You may be asking, why pinot? Did I choose that particular varietal because it sounded good with “Peep Toes”? Sure. But more importantly, and Paul Giamatti said it best in Sideways: “It’s a hard grape to grow.”
Pinot noir is thin-skinned and the grapes grow in tight clusters, making it a difficult varietal to pick and highly susceptible to rotting. Its vines have been known to develop powdery mildew. It’s what most would consider a “weak” grape.
It prefers colder climates and has a hard time withstanding the heat and wind like cabernet does. In fact, only very specific regions are able to grow pinot. In California, pinot is grown over a 500-mile coastal span from the Anderson Valley in Mendocino County (far north) to the Santa Ynez Valley (a little north of L.A.).
It seems anything but a survivor. Yet when it’s tended to by the right grower, it is the most enchanting wine.
To me, pinot noir is the woman who has had her heart broken many times yet still believes in love. She does not stay angry at those who have wronged her. Instead, she prays for another love. A better love. And patiently waits to be taken care of by the right person.
Pinot is an ancient grape. She’s seen and experienced a lot. She’s been neglected, left to survive a tough harvest without care. You would think she would have given up by now.
She is paler in color than most reds, but she’s extremely complex. She’s the sweet girl next door – cranberry and cherry and raspberry. But she’s secretly sexy, too – vanilla and clove and licorice. Tobacco, Coca-Cola, and caramel.
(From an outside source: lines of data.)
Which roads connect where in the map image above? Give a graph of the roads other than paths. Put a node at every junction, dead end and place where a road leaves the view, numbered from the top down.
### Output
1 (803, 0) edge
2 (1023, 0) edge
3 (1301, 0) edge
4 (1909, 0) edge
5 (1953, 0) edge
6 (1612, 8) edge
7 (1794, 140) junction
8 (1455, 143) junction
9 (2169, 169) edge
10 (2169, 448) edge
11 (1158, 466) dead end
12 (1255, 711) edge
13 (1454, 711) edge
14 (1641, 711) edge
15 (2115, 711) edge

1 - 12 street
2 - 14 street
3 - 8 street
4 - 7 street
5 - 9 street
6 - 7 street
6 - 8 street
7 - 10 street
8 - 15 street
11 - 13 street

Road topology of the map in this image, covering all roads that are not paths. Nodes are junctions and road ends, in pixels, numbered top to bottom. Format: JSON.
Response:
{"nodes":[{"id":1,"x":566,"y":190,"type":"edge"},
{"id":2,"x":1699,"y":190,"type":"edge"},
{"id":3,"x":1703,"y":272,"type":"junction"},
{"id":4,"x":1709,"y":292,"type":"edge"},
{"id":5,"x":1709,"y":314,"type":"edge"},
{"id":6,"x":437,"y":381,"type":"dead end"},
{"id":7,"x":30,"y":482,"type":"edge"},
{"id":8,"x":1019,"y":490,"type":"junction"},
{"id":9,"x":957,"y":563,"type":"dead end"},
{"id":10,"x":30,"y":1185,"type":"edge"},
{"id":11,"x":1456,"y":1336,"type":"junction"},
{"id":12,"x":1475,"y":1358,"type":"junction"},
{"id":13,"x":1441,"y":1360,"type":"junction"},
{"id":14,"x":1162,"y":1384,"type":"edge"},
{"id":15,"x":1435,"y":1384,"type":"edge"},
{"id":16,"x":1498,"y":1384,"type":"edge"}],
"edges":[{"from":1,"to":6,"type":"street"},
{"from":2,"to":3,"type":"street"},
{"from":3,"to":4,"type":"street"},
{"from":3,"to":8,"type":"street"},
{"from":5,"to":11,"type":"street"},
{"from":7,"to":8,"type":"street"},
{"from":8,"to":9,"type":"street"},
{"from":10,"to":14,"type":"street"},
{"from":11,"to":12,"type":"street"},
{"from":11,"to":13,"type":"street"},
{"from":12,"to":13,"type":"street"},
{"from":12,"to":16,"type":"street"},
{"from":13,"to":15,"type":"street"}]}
Winemaker Robert Mondavi said of her: “When it’s good, pinot noir doesn’t knock your socks off. It slips them off – slowly.”
Sure, she’s a tough grape to handle. She doesn’t trust easily. She’s been bruised. She needs to be nurtured. Only the most believing of growers can bring her to her full potential.
I find pinot noir to be an inspired wine. You would never know how difficult of a year pinot had after drinking a glass because it tastes like falling in love.